▸ **Exercise objective**: I'd like every record written out again, exactly as it is.

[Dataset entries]
------------------------------------------------

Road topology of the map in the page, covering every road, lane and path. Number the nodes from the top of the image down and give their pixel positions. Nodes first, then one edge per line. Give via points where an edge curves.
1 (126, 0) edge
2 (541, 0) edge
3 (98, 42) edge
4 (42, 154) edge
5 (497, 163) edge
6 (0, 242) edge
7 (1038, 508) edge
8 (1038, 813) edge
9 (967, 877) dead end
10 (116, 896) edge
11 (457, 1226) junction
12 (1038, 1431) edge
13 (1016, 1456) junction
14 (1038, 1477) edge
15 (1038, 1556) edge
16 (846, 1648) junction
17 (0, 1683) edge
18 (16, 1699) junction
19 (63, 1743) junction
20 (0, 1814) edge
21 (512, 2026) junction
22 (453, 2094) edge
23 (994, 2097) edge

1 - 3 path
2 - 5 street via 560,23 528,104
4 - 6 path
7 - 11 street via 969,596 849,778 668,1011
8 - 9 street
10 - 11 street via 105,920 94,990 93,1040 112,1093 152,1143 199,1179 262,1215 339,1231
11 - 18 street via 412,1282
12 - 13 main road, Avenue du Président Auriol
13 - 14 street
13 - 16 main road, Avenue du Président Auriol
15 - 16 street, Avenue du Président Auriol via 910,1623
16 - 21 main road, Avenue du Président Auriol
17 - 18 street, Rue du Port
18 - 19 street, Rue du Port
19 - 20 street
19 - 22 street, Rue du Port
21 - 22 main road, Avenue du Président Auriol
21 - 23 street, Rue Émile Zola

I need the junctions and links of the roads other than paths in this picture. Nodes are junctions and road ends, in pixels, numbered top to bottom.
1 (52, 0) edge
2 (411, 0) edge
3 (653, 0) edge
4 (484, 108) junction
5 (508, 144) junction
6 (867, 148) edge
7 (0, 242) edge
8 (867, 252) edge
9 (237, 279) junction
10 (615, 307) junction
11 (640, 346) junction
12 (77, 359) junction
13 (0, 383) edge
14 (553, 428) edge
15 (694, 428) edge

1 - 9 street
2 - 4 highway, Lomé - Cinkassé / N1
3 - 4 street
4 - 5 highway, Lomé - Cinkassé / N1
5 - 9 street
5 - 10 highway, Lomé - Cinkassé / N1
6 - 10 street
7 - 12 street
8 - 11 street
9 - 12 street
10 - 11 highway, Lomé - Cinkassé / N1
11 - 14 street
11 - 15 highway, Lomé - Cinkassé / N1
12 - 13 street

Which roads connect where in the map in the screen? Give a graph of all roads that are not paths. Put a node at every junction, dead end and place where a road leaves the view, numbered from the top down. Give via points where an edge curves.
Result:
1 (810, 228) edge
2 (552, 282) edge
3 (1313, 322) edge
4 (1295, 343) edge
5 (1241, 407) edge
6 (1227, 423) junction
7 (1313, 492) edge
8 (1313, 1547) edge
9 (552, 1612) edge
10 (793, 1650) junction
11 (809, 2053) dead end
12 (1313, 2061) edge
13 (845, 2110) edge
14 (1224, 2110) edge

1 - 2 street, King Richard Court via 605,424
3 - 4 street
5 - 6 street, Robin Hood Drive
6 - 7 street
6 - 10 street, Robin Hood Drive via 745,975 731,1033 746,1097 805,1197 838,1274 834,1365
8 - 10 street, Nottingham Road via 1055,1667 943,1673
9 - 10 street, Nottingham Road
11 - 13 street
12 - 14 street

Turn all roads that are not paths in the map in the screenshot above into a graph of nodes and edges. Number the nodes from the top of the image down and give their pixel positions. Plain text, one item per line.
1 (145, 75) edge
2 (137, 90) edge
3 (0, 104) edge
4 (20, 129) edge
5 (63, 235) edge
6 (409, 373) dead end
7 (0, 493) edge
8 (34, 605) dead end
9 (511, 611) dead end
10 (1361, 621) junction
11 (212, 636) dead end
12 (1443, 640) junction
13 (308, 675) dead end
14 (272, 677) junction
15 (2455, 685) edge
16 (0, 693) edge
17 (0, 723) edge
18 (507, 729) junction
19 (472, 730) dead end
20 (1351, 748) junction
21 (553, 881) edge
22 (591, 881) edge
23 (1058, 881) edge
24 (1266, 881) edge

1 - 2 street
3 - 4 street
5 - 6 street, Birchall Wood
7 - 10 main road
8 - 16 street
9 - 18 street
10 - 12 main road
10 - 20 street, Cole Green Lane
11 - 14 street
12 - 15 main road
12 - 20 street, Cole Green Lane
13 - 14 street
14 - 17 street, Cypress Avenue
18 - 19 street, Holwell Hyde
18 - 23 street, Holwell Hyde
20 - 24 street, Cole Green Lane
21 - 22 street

------------------------------------------------

▸ **Answer space**:
Road topology of the map in the page, covering every road, lane and path. Number the nodes from the top of the image down and give their pixel positions. Nodes first, then one edge per line. Give via points where an edge curves.
1 (126, 0) edge
2 (541, 0) edge
3 (98, 42) edge
4 (42, 154) edge
5 (497, 163) edge
6 (0, 242) edge
7 (1038, 508) edge
8 (1038, 813) edge
9 (967, 877) dead end
10 (116, 896) edge
11 (457, 1226) junction
12 (1038, 1431) edge
13 (1016, 1456) junction
14 (1038, 1477) edge
15 (1038, 1556) edge
16 (846, 1648) junction
17 (0, 1683) edge
18 (16, 1699) junction
19 (63, 1743) junction
20 (0, 1814) edge
21 (512, 2026) junction
22 (453, 2094) edge
23 (994, 2097) edge

1 - 3 path
2 - 5 street via 560,23 528,104
4 - 6 path
7 - 11 street via 969,596 849,778 668,1011
8 - 9 street
10 - 11 street via 105,920 94,990 93,1040 112,1093 152,1143 199,1179 262,1215 339,1231
11 - 18 street via 412,1282
12 - 13 main road, Avenue du Président Auriol
13 - 14 street
13 - 16 main road, Avenue du Président Auriol
15 - 16 street, Avenue du Président Auriol via 910,1623
16 - 21 main road, Avenue du Président Auriol
17 - 18 street, Rue du Port
18 - 19 street, Rue du Port
19 - 20 street
19 - 22 street, Rue du Port
21 - 22 main road, Avenue du Président Auriol
21 - 23 street, Rue Émile Zola

I need the junctions and links of the roads other than paths in this picture. Nodes are junctions and road ends, in pixels, numbered top to bottom.
1 (52, 0) edge
2 (411, 0) edge
3 (653, 0) edge
4 (484, 108) junction
5 (508, 144) junction
6 (867, 148) edge
7 (0, 242) edge
8 (867, 252) edge
9 (237, 279) junction
10 (615, 307) junction
11 (640, 346) junction
12 (77, 359) junction
13 (0, 383) edge
14 (553, 428) edge
15 (694, 428) edge

1 - 9 street
2 - 4 highway, Lomé - Cinkassé / N1
3 - 4 street
4 - 5 highway, Lomé - Cinkassé / N1
5 - 9 street
5 - 10 highway, Lomé - Cinkassé / N1
6 - 10 street
7 - 12 street
8 - 11 street
9 - 12 street
10 - 11 highway, Lomé - Cinkassé / N1
11 - 14 street
11 - 15 highway, Lomé - Cinkassé / N1
12 - 13 street

Which roads connect where in the map in the screen? Give a graph of all roads that are not paths. Put a node at every junction, dead end and place where a road leaves the view, numbered from the top down. Give via points where an edge curves.
Result:
1 (810, 228) edge
2 (552, 282) edge
3 (1313, 322) edge
4 (1295, 343) edge
5 (1241, 407) edge
6 (1227, 423) junction
7 (1313, 492) edge
8 (1313, 1547) edge
9 (552, 1612) edge
10 (793, 1650) junction
11 (809, 2053) dead end
12 (1313, 2061) edge
13 (845, 2110) edge
14 (1224, 2110) edge

1 - 2 street, King Richard Court via 605,424
3 - 4 street
5 - 6 street, Robin Hood Drive
6 - 7 street
6 - 10 street, Robin Hood Drive via 745,975 731,1033 746,1097 805,1197 838,1274 834,1365
8 - 10 street, Nottingham Road via 1055,1667 943,1673
9 - 10 street, Nottingham Road
11 - 13 street
12 - 14 street

Turn all roads that are not paths in the map in the screenshot above into a graph of nodes and edges. Number the nodes from the top of the image down and give their pixel positions. Plain text, one item per line.
1 (145, 75) edge
2 (137, 90) edge
3 (0, 104) edge
4 (20, 129) edge
5 (63, 235) edge
6 (409, 373) dead end
7 (0, 493) edge
8 (34, 605) dead end
9 (511, 611) dead end
10 (1361, 621) junction
11 (212, 636) dead end
12 (1443, 640) junction
13 (308, 675) dead end
14 (272, 677) junction
15 (2455, 685) edge
16 (0, 693) edge
17 (0, 723) edge
18 (507, 729) junction
19 (472, 730) dead end
20 (1351, 748) junction
21 (553, 881) edge
22 (591, 881) edge
23 (1058, 881) edge
24 (1266, 881) edge

1 - 2 street
3 - 4 street
5 - 6 street, Birchall Wood
7 - 10 main road
8 - 16 street
9 - 18 street
10 - 12 main road
10 - 20 street, Cole Green Lane
11 - 14 street
12 - 15 main road
12 - 20 street, Cole Green Lane
13 - 14 street
14 - 17 street, Cypress Avenue
18 - 19 street, Holwell Hyde
18 - 23 street, Holwell Hyde
20 - 24 street, Cole Green Lane
21 - 22 street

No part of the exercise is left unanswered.